As we have discussed in past posts, valves are everywhere and are used in almost every industry. Having long maintained a major presence in homes, factories, and other industrial workplaces, valves will soon feel the influence of the Internet of Things (IoT) and the adoption of smart manufacturing, something that could drastically change their usage in the next decade or so.
The Internet of Things (IoT) connects hundreds of millions of sensors (things) that can detect and manage pressure, level, flow, temperature, vibration, acoustics, and position for equipment operated in the industrial sector. Smart manufacturing makes use of these devices connected to the IoT to create fully integrated, collaborative manufacturing systems that respond in real time to meet challenging demands.
From its potential to enhance significantly the efficiency of industrial practices, the widespread adoption of smart manufacturing has been given the powerful title of The Fourth Industrial Revolution (Industry 4.0). In terms of valves, this means a connection with automatic valves and the IoT, so that they can be appropriately monitored and even controlled to manage the flow of liquids and gases in different piping systems.
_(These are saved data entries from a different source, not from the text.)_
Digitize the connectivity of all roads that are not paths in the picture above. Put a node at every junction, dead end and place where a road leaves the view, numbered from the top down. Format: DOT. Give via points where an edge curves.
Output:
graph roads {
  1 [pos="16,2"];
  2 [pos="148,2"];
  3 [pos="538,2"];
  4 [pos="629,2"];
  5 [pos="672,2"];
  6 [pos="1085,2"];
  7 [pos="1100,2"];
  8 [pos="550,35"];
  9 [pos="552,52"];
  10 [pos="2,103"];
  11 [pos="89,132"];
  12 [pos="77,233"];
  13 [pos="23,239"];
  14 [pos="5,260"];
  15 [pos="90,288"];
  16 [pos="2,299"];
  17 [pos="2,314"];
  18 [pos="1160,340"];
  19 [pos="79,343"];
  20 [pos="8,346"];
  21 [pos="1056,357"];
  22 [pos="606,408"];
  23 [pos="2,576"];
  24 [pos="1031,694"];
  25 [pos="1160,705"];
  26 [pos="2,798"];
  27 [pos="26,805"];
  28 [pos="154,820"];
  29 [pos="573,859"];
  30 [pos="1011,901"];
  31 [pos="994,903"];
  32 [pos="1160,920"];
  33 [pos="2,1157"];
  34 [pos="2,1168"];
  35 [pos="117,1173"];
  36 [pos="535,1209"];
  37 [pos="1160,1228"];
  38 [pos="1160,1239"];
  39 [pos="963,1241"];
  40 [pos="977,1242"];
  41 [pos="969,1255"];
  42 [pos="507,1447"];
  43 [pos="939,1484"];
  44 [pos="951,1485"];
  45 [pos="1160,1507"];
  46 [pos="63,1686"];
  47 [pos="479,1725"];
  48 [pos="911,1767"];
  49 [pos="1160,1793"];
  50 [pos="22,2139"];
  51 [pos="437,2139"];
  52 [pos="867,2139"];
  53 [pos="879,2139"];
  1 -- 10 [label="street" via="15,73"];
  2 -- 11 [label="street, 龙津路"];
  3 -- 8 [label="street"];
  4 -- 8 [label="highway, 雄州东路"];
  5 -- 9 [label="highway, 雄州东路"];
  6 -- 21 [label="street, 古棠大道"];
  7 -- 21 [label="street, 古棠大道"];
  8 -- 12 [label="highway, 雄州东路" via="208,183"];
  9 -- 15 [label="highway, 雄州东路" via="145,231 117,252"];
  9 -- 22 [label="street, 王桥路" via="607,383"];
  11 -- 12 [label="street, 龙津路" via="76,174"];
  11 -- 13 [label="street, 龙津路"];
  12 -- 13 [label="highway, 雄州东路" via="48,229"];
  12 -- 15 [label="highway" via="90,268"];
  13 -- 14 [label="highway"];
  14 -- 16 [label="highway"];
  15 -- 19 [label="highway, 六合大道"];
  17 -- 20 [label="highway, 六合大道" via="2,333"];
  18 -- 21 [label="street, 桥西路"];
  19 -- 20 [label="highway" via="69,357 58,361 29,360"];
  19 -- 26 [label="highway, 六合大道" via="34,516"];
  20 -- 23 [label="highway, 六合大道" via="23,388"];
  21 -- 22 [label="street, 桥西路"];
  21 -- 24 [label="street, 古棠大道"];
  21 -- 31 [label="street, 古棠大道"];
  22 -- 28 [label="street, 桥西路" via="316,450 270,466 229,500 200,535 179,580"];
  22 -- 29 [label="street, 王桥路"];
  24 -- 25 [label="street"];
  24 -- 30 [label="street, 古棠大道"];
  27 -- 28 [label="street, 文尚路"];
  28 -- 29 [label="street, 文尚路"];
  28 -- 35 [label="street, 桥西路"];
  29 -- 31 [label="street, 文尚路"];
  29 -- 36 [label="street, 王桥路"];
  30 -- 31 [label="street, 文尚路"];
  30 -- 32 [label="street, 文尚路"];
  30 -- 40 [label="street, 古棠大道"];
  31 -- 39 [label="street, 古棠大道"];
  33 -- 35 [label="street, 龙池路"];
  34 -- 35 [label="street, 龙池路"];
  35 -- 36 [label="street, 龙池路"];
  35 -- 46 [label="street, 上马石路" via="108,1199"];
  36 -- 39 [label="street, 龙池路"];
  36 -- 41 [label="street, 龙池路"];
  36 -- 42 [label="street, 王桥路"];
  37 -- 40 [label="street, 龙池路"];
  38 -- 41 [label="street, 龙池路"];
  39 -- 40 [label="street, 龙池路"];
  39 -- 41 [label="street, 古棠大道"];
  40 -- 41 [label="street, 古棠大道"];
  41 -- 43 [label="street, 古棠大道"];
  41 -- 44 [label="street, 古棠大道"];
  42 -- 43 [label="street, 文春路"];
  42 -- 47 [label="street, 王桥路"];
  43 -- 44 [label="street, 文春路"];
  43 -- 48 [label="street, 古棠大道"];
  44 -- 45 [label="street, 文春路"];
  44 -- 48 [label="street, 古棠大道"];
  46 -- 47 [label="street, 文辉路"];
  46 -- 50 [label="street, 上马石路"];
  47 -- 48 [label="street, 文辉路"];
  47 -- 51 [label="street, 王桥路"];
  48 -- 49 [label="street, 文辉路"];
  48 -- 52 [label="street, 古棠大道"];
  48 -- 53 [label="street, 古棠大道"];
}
As we are, as some believe, in the early stage of Industry 4.0, we should be seeing evidence of this already. In truth, some of the technology has been around for a while in some capacity. As we discussed in our post on valves and fittings in the nuclear industry, there are sensors that detect the status of valves in nuclear power plants, such as that for a pilot-operated relief valve. In the events of the Three Mile Island Accident, this type of valve was detected as closed, leading to the catastrophe.
According to a survey taken by dozens of industrial leaders, the single most important technological factor for future competitiveness is predictive data. As indicated in the report, analytics will become the critical factor essential to growth throughout the next decade, throughout which the number of devices connected to the IoT could jump from 5 billion to 25 billion. As data grows in importance for many industrial practices, it will become instrumental for the manufacturers of the different materials and equipment.
Valve manufacturers will likely have to embrace the importance of data and access to the real-time knowledge that comes from connection to the IoT. For example, not only can smart manufacturing sensors detect when there is an issue with the closure of a valve, they can prevent the problem from happening at all by identifying its root causes before they can evolve into a hazard or deficiency. In the case of a nuclear power plant, a smarter valve can prevent accidents long before any threats are posed onto the plant and its personnel.
However, this does not necessarily mean that the actual quality of the valves and the materials that comprise them will become insignificant. In fact, the survey also indicates that the production and quality of variety of metals and other materials are due to advance during the same period as more sensors are installed. Smart manufacturing will build off this improvement in quality and durability to enhance the usage of the valves and their performance.
Standards for valves used in many different industries are written and published by the Manufacturers Standardization Society (MSS) of the Valve and Fittings Industry, an ANSI-accredited standards-developing organization.